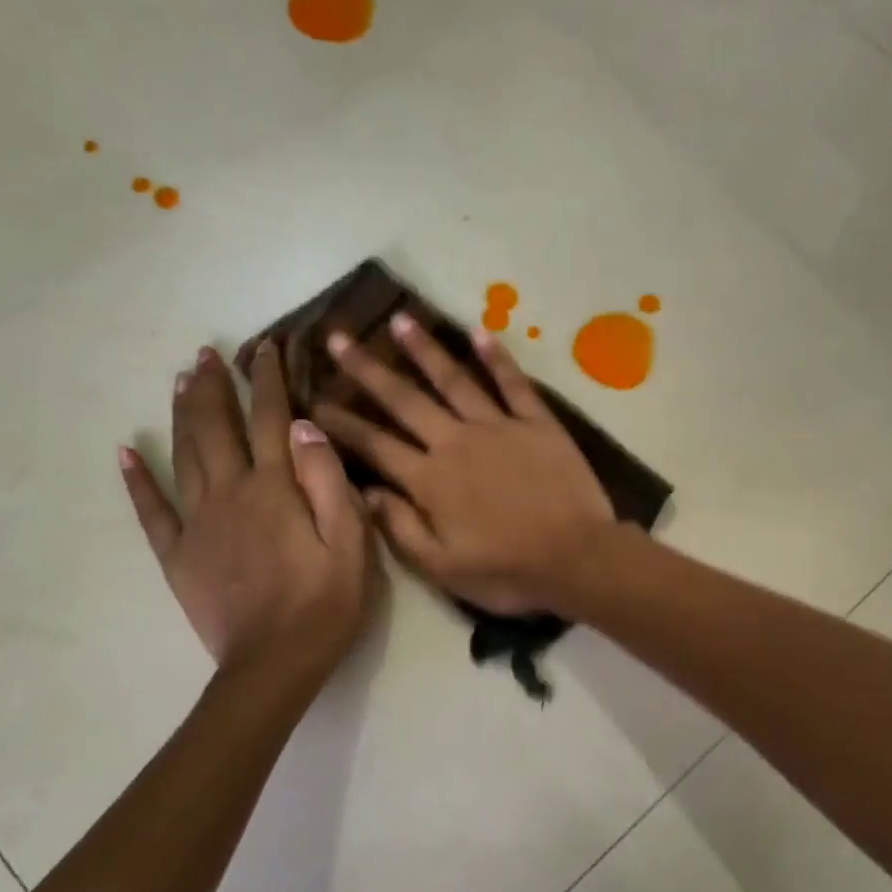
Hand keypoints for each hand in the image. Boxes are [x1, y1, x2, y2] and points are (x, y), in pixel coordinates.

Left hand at [120, 344, 375, 675]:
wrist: (274, 663)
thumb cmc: (325, 604)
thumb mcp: (351, 544)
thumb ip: (329, 482)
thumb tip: (305, 427)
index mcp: (275, 489)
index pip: (270, 419)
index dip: (268, 380)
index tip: (266, 347)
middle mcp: (230, 494)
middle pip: (217, 427)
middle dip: (215, 386)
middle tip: (208, 353)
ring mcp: (197, 523)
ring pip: (184, 454)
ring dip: (183, 413)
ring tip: (181, 381)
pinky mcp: (178, 554)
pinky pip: (151, 509)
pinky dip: (137, 479)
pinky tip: (126, 452)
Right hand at [312, 315, 615, 615]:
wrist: (577, 558)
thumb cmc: (508, 572)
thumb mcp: (442, 567)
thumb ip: (400, 527)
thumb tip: (365, 491)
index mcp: (430, 479)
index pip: (374, 444)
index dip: (342, 423)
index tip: (314, 401)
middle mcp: (456, 442)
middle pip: (405, 400)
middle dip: (368, 369)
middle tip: (338, 338)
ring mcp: (499, 427)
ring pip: (453, 380)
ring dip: (424, 349)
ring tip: (399, 319)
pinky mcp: (537, 423)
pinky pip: (513, 384)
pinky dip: (497, 357)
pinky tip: (479, 332)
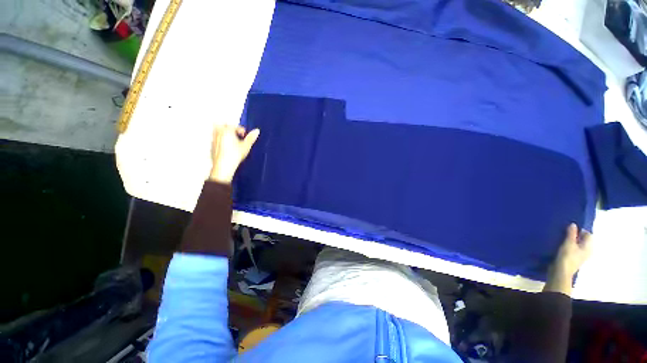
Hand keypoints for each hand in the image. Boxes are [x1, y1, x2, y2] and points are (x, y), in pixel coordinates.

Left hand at [208, 125, 259, 183]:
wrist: (224, 166)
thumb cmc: (234, 155)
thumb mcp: (246, 146)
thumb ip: (251, 138)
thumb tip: (257, 131)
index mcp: (227, 130)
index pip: (235, 126)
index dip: (242, 131)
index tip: (245, 137)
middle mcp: (218, 133)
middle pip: (223, 125)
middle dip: (230, 128)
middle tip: (237, 135)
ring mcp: (214, 139)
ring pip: (217, 131)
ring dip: (225, 133)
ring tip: (232, 141)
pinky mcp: (212, 146)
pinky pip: (216, 139)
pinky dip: (221, 140)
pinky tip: (227, 148)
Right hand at [543, 223, 592, 295]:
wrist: (560, 272)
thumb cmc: (567, 257)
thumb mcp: (568, 243)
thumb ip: (571, 234)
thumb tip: (573, 224)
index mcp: (588, 247)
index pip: (588, 235)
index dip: (580, 230)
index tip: (570, 228)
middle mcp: (586, 251)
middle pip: (583, 240)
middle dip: (575, 235)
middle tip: (565, 232)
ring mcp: (580, 256)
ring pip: (577, 245)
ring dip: (571, 241)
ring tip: (561, 238)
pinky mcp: (572, 259)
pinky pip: (572, 249)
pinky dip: (568, 246)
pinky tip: (560, 246)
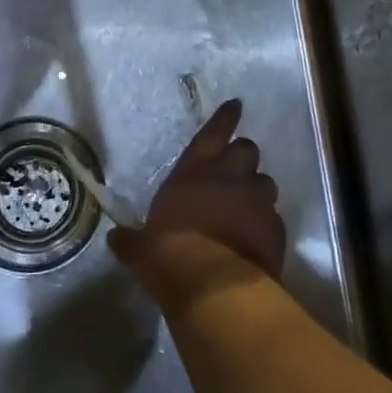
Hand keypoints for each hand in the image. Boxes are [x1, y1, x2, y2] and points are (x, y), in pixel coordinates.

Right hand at [110, 100, 286, 294]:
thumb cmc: (169, 255)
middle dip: (243, 158)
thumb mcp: (142, 248)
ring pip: (266, 182)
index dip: (225, 118)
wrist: (214, 287)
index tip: (236, 105)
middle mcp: (229, 177)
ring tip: (247, 207)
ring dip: (256, 191)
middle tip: (234, 172)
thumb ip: (131, 239)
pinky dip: (266, 223)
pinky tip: (256, 238)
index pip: (213, 133)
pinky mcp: (276, 229)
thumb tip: (116, 239)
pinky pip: (274, 217)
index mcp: (194, 171)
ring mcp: (257, 201)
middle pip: (247, 150)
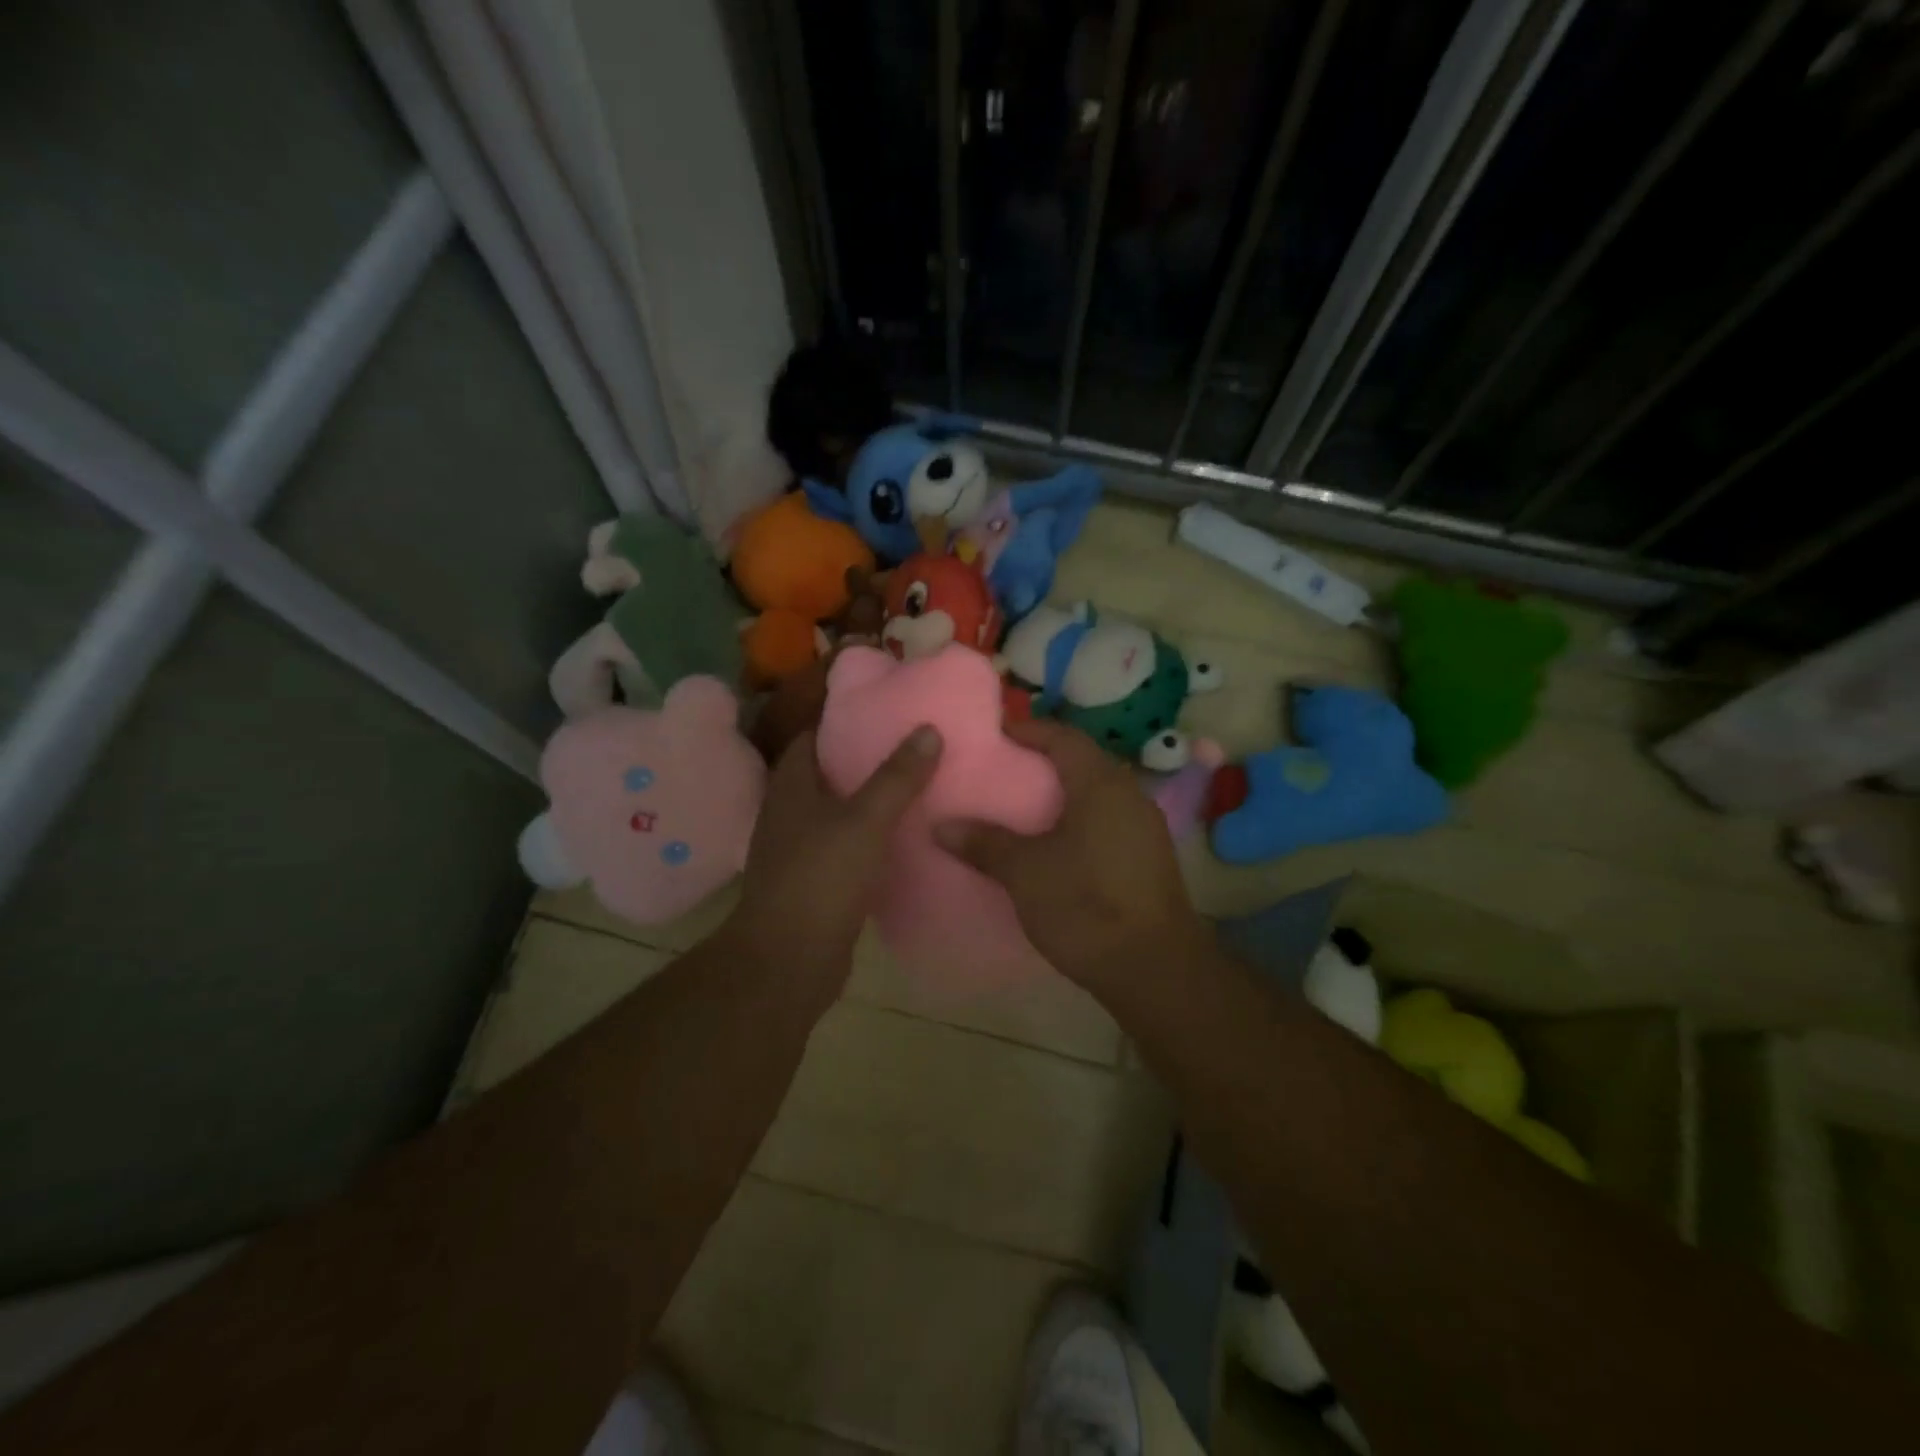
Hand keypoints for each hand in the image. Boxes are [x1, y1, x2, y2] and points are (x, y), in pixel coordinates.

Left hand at [724, 725, 942, 1003]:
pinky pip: (844, 848)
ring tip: (913, 788)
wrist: (788, 960)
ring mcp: (797, 852)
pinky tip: (900, 840)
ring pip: (836, 814)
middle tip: (908, 748)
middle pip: (825, 775)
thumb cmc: (820, 878)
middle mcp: (788, 815)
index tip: (881, 713)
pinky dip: (868, 839)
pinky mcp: (813, 884)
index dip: (840, 723)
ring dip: (866, 802)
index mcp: (790, 789)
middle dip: (861, 761)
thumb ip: (897, 777)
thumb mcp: (865, 821)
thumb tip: (928, 729)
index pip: (809, 739)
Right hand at [935, 719, 1209, 996]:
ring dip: (1064, 792)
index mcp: (1101, 784)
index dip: (1029, 730)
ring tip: (1024, 805)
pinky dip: (1079, 818)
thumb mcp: (1025, 872)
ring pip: (1098, 793)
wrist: (1155, 968)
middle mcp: (1129, 795)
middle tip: (1005, 768)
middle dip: (1045, 760)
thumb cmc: (1086, 905)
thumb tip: (941, 826)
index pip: (1063, 738)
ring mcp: (1145, 827)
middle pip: (1084, 762)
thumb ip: (984, 843)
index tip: (996, 732)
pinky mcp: (1148, 857)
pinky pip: (1108, 820)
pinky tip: (1057, 843)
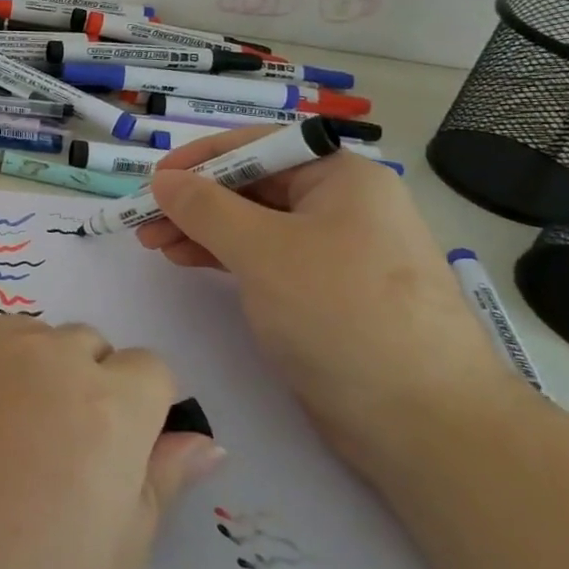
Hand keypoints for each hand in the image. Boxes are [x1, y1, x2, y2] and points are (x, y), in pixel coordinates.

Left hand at [0, 317, 224, 568]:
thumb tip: (200, 440)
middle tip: (54, 472)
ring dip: (38, 381)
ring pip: (34, 342)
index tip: (117, 470)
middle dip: (92, 395)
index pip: (153, 372)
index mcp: (103, 408)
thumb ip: (156, 494)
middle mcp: (43, 356)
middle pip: (92, 350)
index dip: (146, 418)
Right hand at [141, 129, 514, 475]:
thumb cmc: (341, 314)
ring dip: (203, 230)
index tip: (153, 181)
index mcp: (340, 177)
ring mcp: (336, 251)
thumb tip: (163, 179)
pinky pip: (266, 258)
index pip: (258, 147)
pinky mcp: (327, 293)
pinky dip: (225, 257)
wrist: (424, 422)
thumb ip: (205, 208)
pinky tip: (190, 261)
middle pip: (253, 186)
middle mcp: (342, 205)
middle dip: (195, 201)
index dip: (200, 160)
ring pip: (255, 225)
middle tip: (144, 223)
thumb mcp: (263, 251)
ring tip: (155, 245)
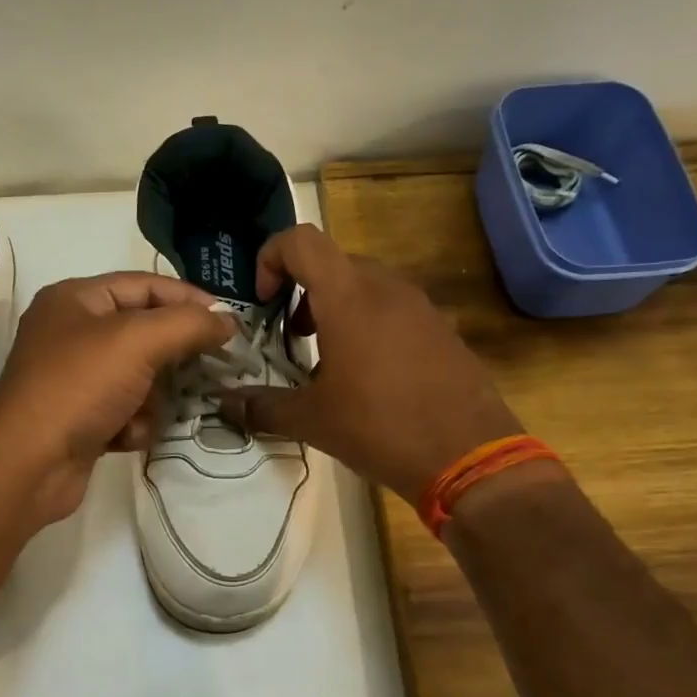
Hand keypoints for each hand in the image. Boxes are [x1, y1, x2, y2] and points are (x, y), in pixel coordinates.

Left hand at [0, 272, 237, 524]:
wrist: (28, 465)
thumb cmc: (79, 387)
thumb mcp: (138, 341)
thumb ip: (189, 324)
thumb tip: (228, 320)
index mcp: (76, 299)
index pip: (146, 285)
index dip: (190, 300)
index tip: (230, 324)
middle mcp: (73, 333)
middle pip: (146, 334)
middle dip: (172, 357)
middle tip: (208, 370)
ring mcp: (76, 379)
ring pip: (142, 377)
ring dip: (151, 399)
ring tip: (143, 412)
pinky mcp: (82, 418)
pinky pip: (128, 410)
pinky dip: (133, 424)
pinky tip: (123, 437)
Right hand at [219, 224, 522, 499]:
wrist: (470, 456)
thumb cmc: (380, 427)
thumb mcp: (311, 420)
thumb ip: (262, 406)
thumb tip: (226, 405)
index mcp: (348, 297)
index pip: (301, 240)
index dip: (271, 258)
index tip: (264, 302)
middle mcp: (386, 288)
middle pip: (332, 262)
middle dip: (301, 291)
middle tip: (291, 337)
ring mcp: (421, 306)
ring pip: (365, 285)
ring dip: (335, 308)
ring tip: (326, 359)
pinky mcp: (442, 328)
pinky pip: (394, 308)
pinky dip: (368, 324)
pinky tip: (368, 376)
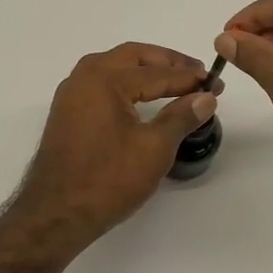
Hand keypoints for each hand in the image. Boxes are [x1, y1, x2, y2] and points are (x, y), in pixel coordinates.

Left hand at [11, 42, 217, 246]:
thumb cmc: (108, 179)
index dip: (190, 78)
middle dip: (167, 62)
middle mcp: (85, 76)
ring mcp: (72, 94)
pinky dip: (127, 83)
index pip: (158, 73)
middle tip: (196, 73)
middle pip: (134, 57)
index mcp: (106, 78)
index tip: (216, 82)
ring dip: (146, 70)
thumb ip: (181, 117)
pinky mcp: (67, 112)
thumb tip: (206, 97)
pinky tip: (142, 98)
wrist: (56, 214)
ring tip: (174, 81)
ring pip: (115, 67)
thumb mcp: (154, 148)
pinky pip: (103, 84)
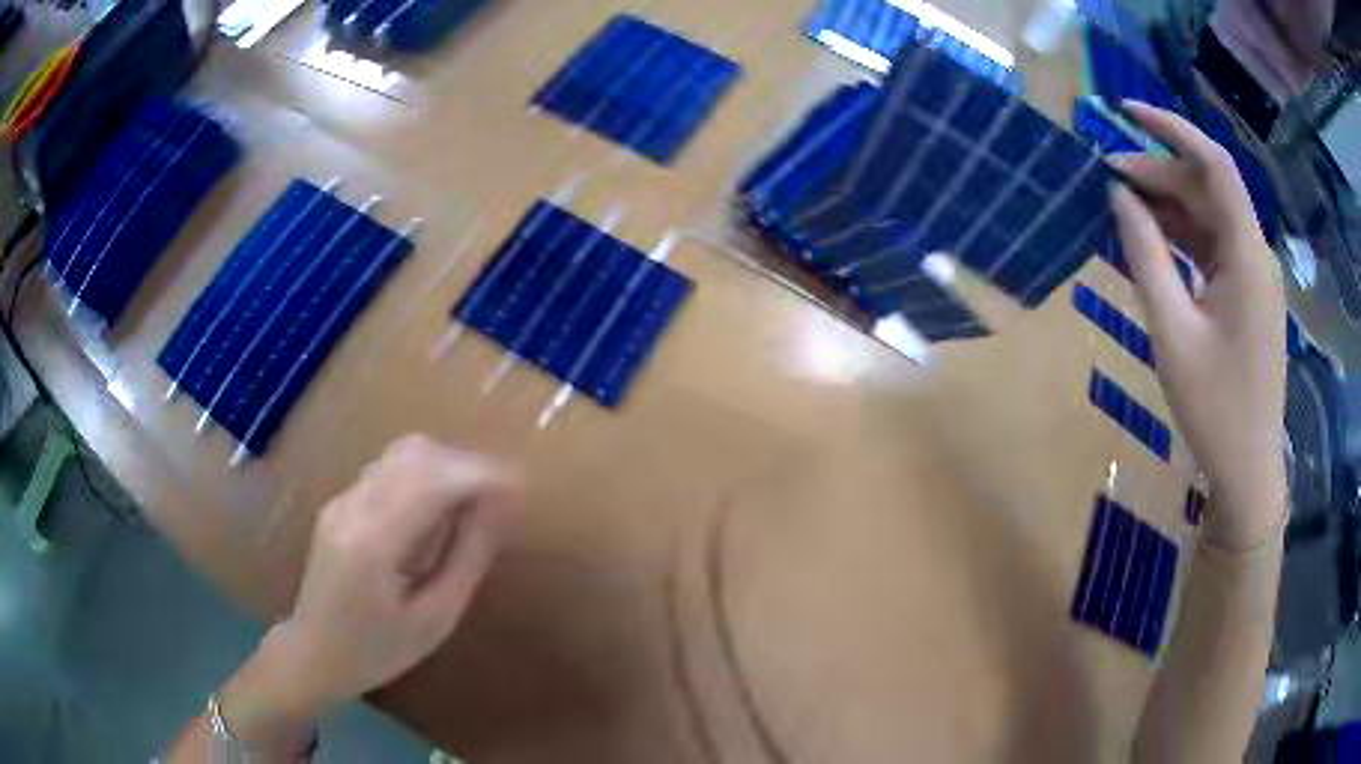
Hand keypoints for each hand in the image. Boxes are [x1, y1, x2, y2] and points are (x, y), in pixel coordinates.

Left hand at [253, 435, 521, 716]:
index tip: (522, 488)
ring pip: (402, 453)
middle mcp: (352, 506)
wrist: (313, 654)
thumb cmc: (378, 652)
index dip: (483, 474)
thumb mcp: (434, 620)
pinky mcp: (339, 501)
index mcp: (373, 542)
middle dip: (468, 465)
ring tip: (475, 504)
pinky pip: (389, 470)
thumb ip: (467, 559)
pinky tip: (438, 512)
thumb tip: (500, 508)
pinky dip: (424, 476)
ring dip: (446, 466)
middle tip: (502, 498)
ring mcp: (341, 499)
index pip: (433, 481)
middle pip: (417, 453)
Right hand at [1109, 101, 1286, 552]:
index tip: (1125, 111)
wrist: (1248, 469)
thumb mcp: (1173, 331)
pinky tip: (1153, 240)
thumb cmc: (1214, 408)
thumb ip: (1146, 256)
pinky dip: (1183, 237)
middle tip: (1107, 179)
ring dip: (1169, 206)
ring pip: (1210, 218)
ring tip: (1122, 205)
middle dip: (1159, 175)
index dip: (1171, 128)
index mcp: (1247, 255)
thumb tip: (1118, 194)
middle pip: (1208, 190)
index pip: (1213, 164)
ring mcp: (1255, 275)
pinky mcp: (1249, 295)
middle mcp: (1256, 253)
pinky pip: (1214, 247)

# WHAT THE TASK ASKS
Once the line that contains "thumb cmc: (378, 652)" is found, please give it again exactly, along with each line that comes after it, through the last line of the entries.

# ANSWER AREA
thumb cmc: (378, 652)
index dip: (483, 474)
thumb mcp: (434, 620)
pinky mcp: (339, 501)
index mcp: (373, 542)
middle dip: (468, 465)
ring tip: (475, 504)
pinky pip: (389, 470)
thumb ip: (467, 559)
pinky tip: (438, 512)
thumb tip: (500, 508)
pinky dip: (424, 476)
ring dip: (446, 466)
middle tip: (502, 498)
ring mcp: (341, 499)
index pip: (433, 481)
middle pip: (417, 453)
Right hand at [1109, 101, 1286, 552]:
index tip: (1125, 111)
wrist: (1248, 469)
thumb mcp: (1173, 331)
pinky tip: (1153, 240)
thumb cmc: (1214, 408)
thumb ip: (1146, 256)
pinky dip: (1183, 237)
middle tip: (1107, 179)
ring dip: (1169, 206)
ring pip: (1210, 218)
ring tip: (1122, 205)
middle dip: (1159, 175)
index dip: (1171, 128)
index mcp: (1247, 255)
thumb tip: (1118, 194)
middle pip: (1208, 190)
index pip: (1213, 164)
ring mcp: (1255, 275)
pinky mcp: (1249, 295)
middle mcp: (1256, 253)
pinky pip: (1214, 247)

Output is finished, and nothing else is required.